Ramesh Dayal, Richard F. Pietrzak, James H. Clinton
Nuclear Technology | Volume 72 | Number 2 | February 1986 | Pages 184-193
Technical Paper | Radioactive Waste Management | doi.org/10.13182/NT86-A33740
Articles are hosted by Taylor and Francis Online.
A knowledge of extra-trench processes related to oxidation-induced geochemical changes that are likely to occur when iron-rich, anoxic trench waters encounter an oxidizing environment along a redox gradient is essential for modeling radionuclide transport at low-level waste (LLW) disposal sites. The results of laboratory oxidation experiments on several trench leachates from the Maxey Flats site show that, upon oxidation, a series of geochemical changes were initiated that resulted in a drastically different solute geochemistry, involving oxidation of ferrous iron and subsequent precipitation of ferric oxyhydroxide, changes in alkalinity and acidity, a drastic increase in redox potential (Eh), and generally relatively little change in the concentrations of 60Co, 137Cs, and 85Sr in solution. The observations made in this study have important geochemical implications for the modeling of LLW sites in that the source term as an input parameter cannot be assumed to be constant, both spatially and temporally.
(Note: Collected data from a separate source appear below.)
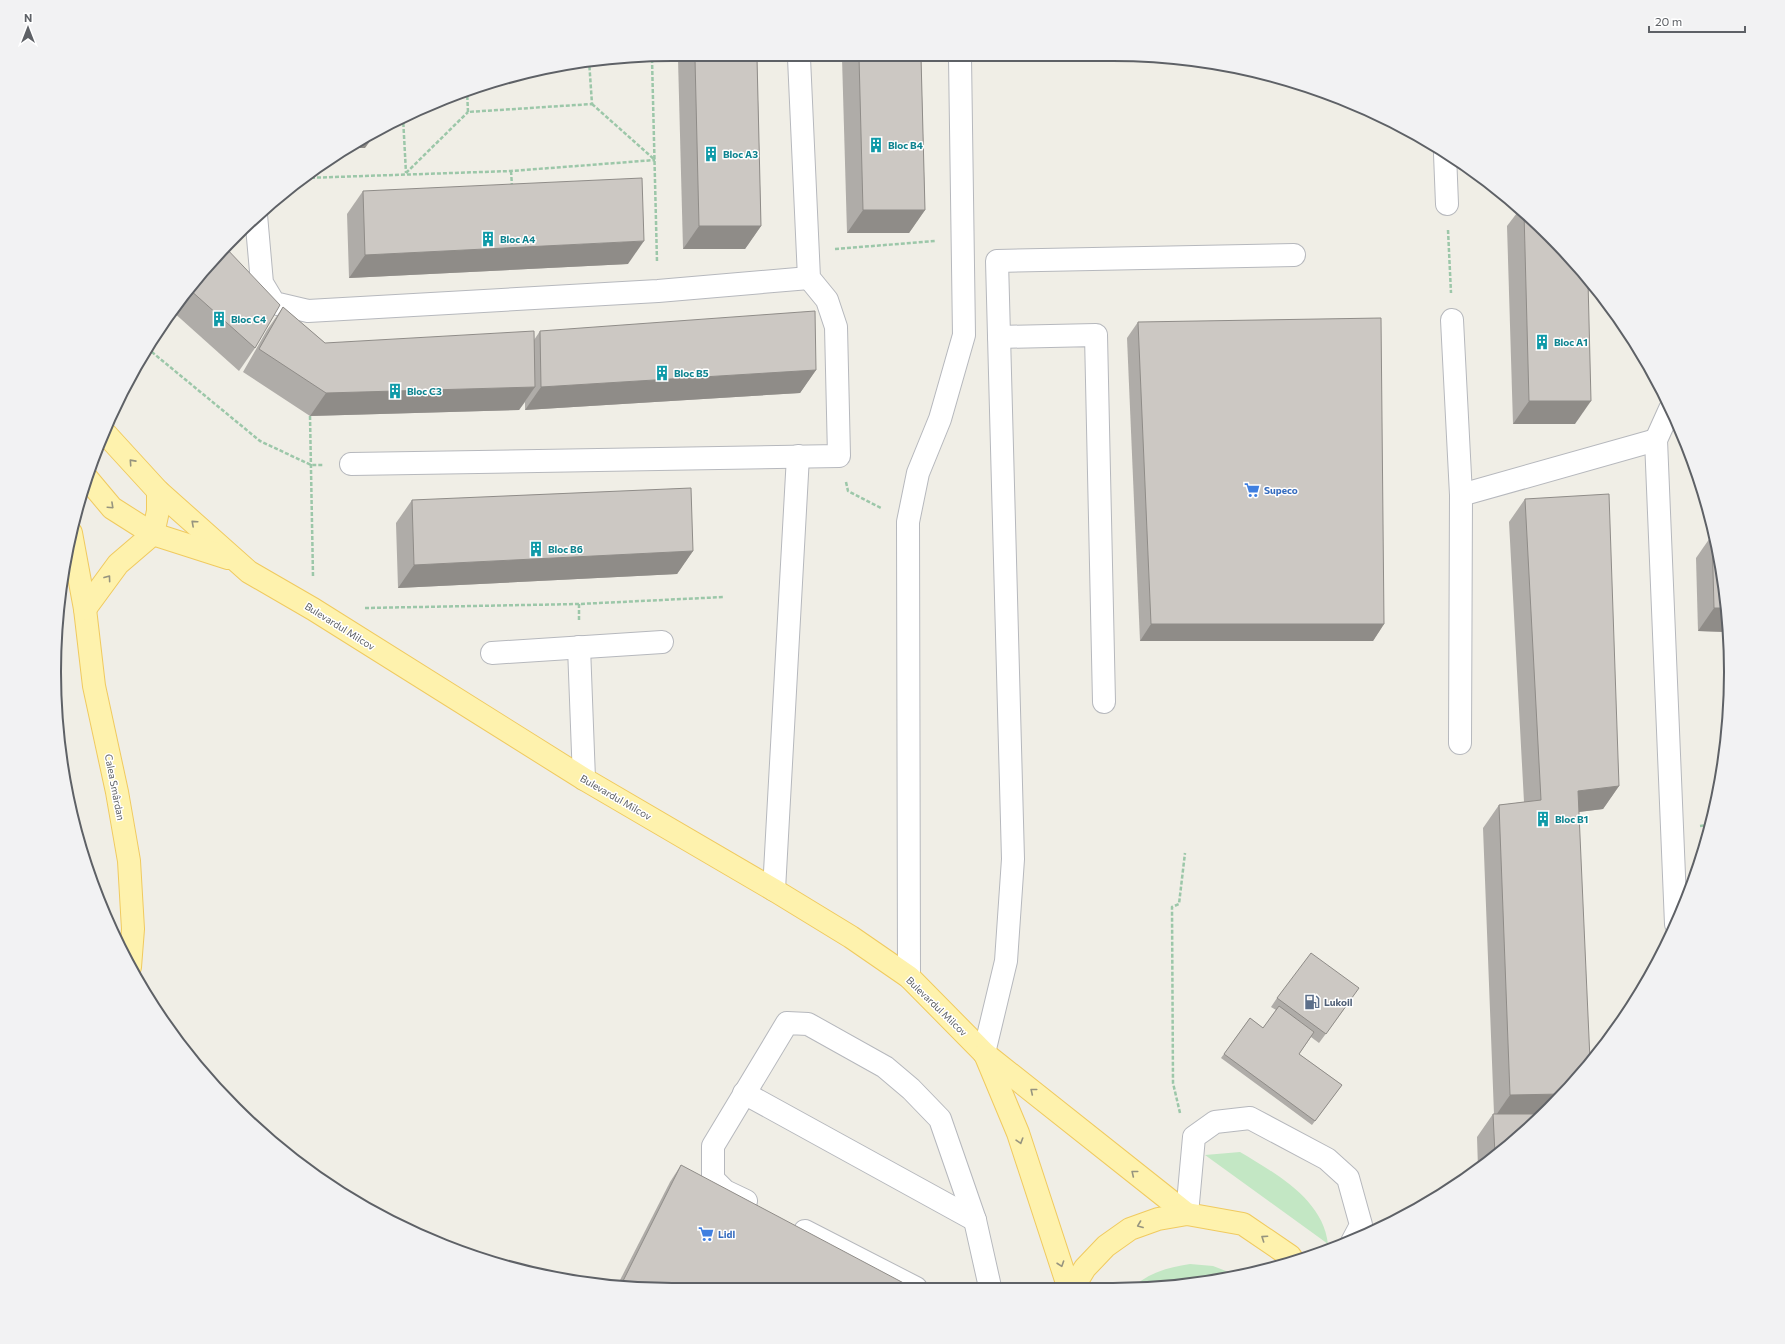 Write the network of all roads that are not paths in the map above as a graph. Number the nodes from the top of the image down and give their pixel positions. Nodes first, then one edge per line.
1 (799, 61) edge
2 (960, 61) edge
3 (1445, 160) edge
4 (1448, 204) road end
5 (257, 224) edge
6 (1294, 255) dead end
7 (809, 278) junction
8 (1452, 320) road end
9 (999, 336) junction
10 (1667, 416) edge
11 (108, 437) edge
12 (1656, 440) junction
13 (798, 456) junction
14 (351, 464) road end
15 (91, 483) edge
16 (158, 491) junction
17 (1461, 495) junction
18 (153, 534) junction
19 (74, 549) edge
20 (233, 559) junction
21 (85, 609) junction
22 (662, 642) dead end
23 (579, 647) junction
24 (492, 653) dead end
25 (1104, 702) dead end
26 (1460, 743) dead end
27 (584, 779) junction
28 (774, 890) junction
29 (1675, 910) edge
30 (131, 956) edge
31 (909, 977) junction
32 (984, 1053) junction
33 (744, 1094) junction
34 (761, 1209) edge
35 (1187, 1214) junction
36 (975, 1220) junction
37 (789, 1223) edge
38 (1357, 1231) edge
39 (1290, 1256) edge
40 (906, 1283) edge
41 (989, 1283) edge
42 (1067, 1283) edge
43 (1076, 1283) edge

1 - 7 lane
2 - 31 lane
3 - 4 lane
5 - 7 lane
6 - 9 lane
7 - 13 lane
8 - 17 lane
9 - 25 lane
9 - 32 lane
10 - 12 lane
16 -> 11 main road, Bulevardul Milcov
12 - 17 lane
12 - 29 lane
13 - 14 lane
13 - 28 lane
15 -> 18 main road, Bulevardul Milcov
16 - 18 main road
20 -> 16 main road, Bulevardul Milcov
17 - 26 lane
18 - 20 main road, Bulevardul Milcov
21 -> 18 main road
19 - 21 main road, Calea Smârdan
20 - 27 main road, Bulevardul Milcov
21 - 30 main road, Calea Smârdan
22 - 23 lane
23 - 24 lane
23 - 27 lane
27 - 28 main road, Bulevardul Milcov
28 - 31 main road, Bulevardul Milcov
31 - 32 main road, Bulevardul Milcov
35 -> 32 main road, Bulevardul Milcov
32 -> 42 main road, Bulevardul Milcov
33 - 34 lane
33 - 36 lane
33 - 36 lane
35 - 38 lane
39 -> 35 main road
35 -> 43 main road
36 - 41 lane
37 - 40 lane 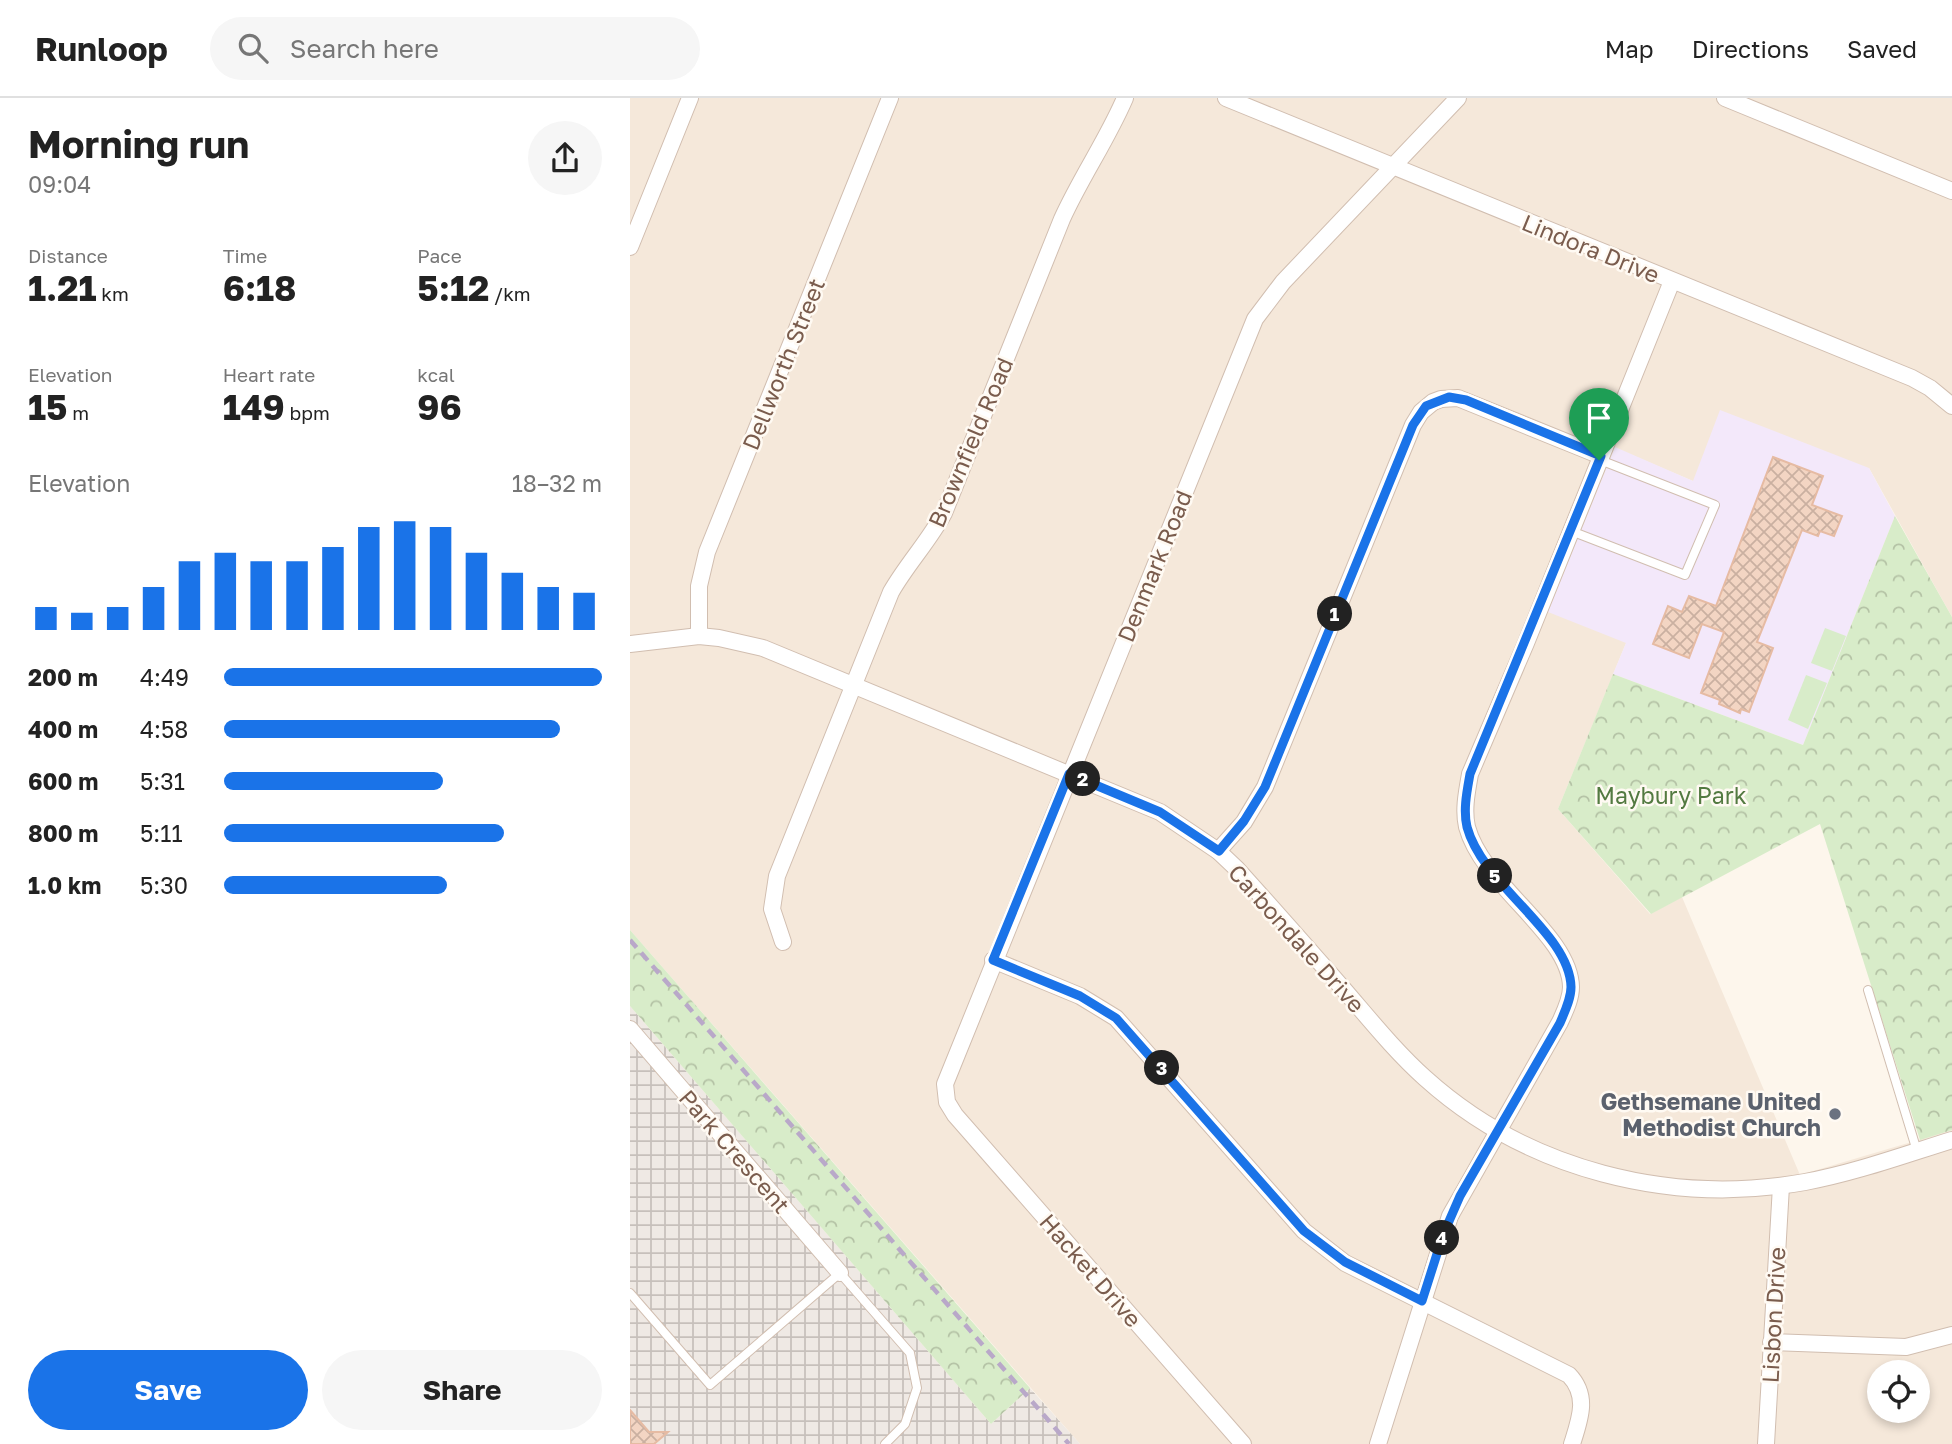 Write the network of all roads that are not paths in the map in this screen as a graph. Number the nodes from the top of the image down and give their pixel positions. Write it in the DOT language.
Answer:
graph roads {
  1 [pos="690,98"];
  2 [pos="890,98"];
  3 [pos="1125,98"];
  4 [pos="1458,98"];
  5 [pos="1725,98"];
  6 [pos="1236,100"];
  7 [pos="1393,167"];
  8 [pos="1952,191"];
  9 [pos="630,247"];
  10 [pos="1672,281"];
  11 [pos="1952,406"];
  12 [pos="1600,458"];
  13 [pos="1571,531"];
  14 [pos="699,636"];
  15 [pos="630,644"];
  16 [pos="854,685"];
  17 [pos="1069,774"];
  18 [pos="1219,851"];
  19 [pos="783,942"];
  20 [pos="993,960"];
  21 [pos="1868,990"];
  22 [pos="630,1029"];
  23 [pos="944,1093"];
  24 [pos="1498,1130"];
  25 [pos="1952,1140"];
  26 [pos="1917,1151"];
  27 [pos="1781,1186"];
  28 [pos="840,1273"];
  29 [pos="630,1293"];
  30 [pos="1422,1301"];
  31 [pos="1952,1335"];
  32 [pos="1772,1342"];
  33 [pos="885,1444"];
  34 [pos="1243,1444"];
  35 [pos="1378,1444"];
  36 [pos="1572,1444"];
  37 [pos="1766,1444"];
  1 -- 9 [label="street"];
  2 -- 14 [label="street, Dellworth Street"];
  3 -- 16 [label="street, Brownfield Road"];
  4 -- 7 [label="street, Denmark Road"];
  5 -- 8 [label="street"];
  6 -- 7 [label="street, Lindora Drive"];
  7 -- 10 [label="street, Lindora Drive"];
  7 -- 17 [label="street, Denmark Road"];
  10 -- 11 [label="street, Lindora Drive"];
  10 -- 12 [label="street"];
  12 -- 13 [label="street"];
  12 -- 13 [label="lane"];
  12 -- 18 [label="street"];
  13 -- 24 [label="street"];
  14 -- 15 [label="street, Carbondale Drive"];
  14 -- 16 [label="street, Carbondale Drive"];
  16 -- 17 [label="street, Carbondale Drive"];
  16 -- 19 [label="street, Brownfield Road"];
  17 -- 18 [label="street, Carbondale Drive"];
  17 -- 20 [label="street, Denmark Road"];
  18 -- 24 [label="street, Carbondale Drive"];
  20 -- 23 [label="street, Denmark Road"];
  20 -- 30 [label="street"];
  21 -- 26 [label="lane"];
  22 -- 28 [label="street, Park Crescent"];
  23 -- 34 [label="street, Hacket Drive"];
  24 -- 27 [label="street, Carbondale Drive"];
  24 -- 30 [label="street"];
  25 -- 26 [label="street, Carbondale Drive"];
  26 -- 27 [label="street, Carbondale Drive"];
  27 -- 32 [label="street, Lisbon Drive"];
  28 -- 29 [label="lane"];
  28 -- 33 [label="lane"];
  30 -- 35 [label="street"];
  30 -- 36 [label="street"];
  31 -- 32 [label="street"];
  32 -- 37 [label="street, Lisbon Drive"];
} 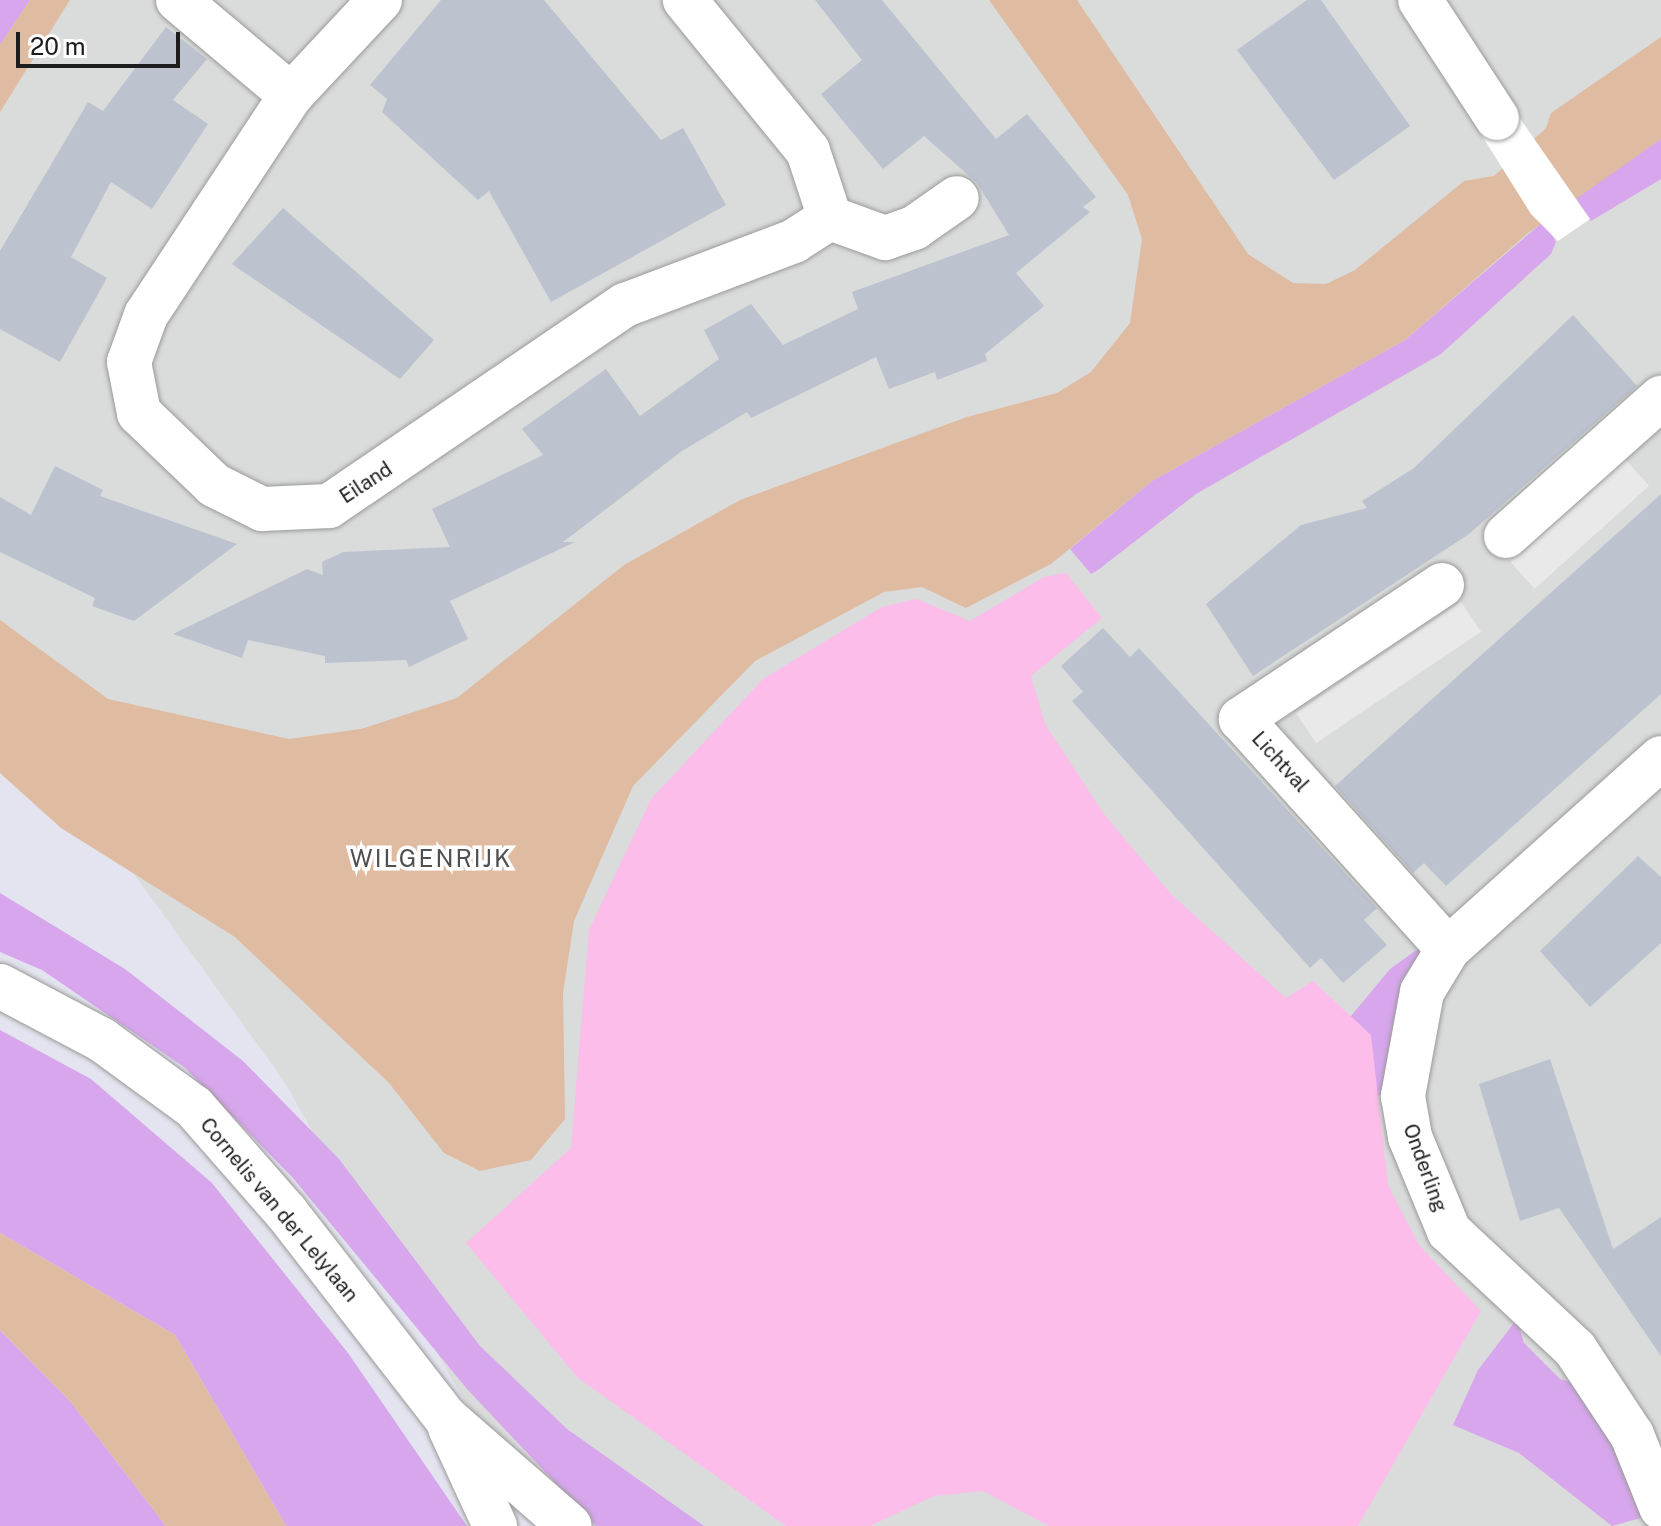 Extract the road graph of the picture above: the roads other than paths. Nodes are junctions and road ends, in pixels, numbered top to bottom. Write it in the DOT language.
graph roads {
  1 [pos="178,0"];
  2 [pos="380,0"];
  3 [pos="685,0"];
  4 [pos="1420,0"];
  5 [pos="291,95"];
  6 [pos="1497,118"];
  7 [pos="957,198"];
  8 [pos="830,218"];
  9 [pos="1661,398"];
  10 [pos="1506,536"];
  11 [pos="1442,585"];
  12 [pos="1661,758"];
  13 [pos="1448,949"];
  14 [pos="0,986"];
  15 [pos="446,1418"];
  16 [pos="1661,1507"];
  17 [pos="495,1526"];
  18 [pos="570,1526"];
  1 -- 5 [label="street"];
  2 -- 5 [label="street, Eiland"];
  3 -- 8 [label="street"];
  4 -- 6 [label="street"];
  5 -- 8 [label="street, Eiland"];
  7 -- 8 [label="street"];
  9 -- 10 [label="street"];
  11 -- 13 [label="street, Lichtval"];
  12 -- 13 [label="street, Onderling"];
  13 -- 16 [label="street, Onderling"];
  14 -- 15 [label="street, Cornelis van der Lelylaan"];
  15 -- 17 [label="street, Cornelis van der Lelylaan"];
  15 -- 18 [label="street, Cornelis van der Lelylaan"];
}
The acid-generating potential and buffering capacity of an anoxic source term are important geochemical controls that maintain a balance between acidity and alkalinity and largely determine the nature and extent of oxidation-induced geochemical changes likely to occur along a redox gradient. The presence of organic chelating agents can alter the source term geochemistry to such an extent that authigenic ferric oxyhydroxide, which represents a geochemical discontinuity at the redox interface along leachate migration paths, proves to be a relatively ineffective sink for radionuclides.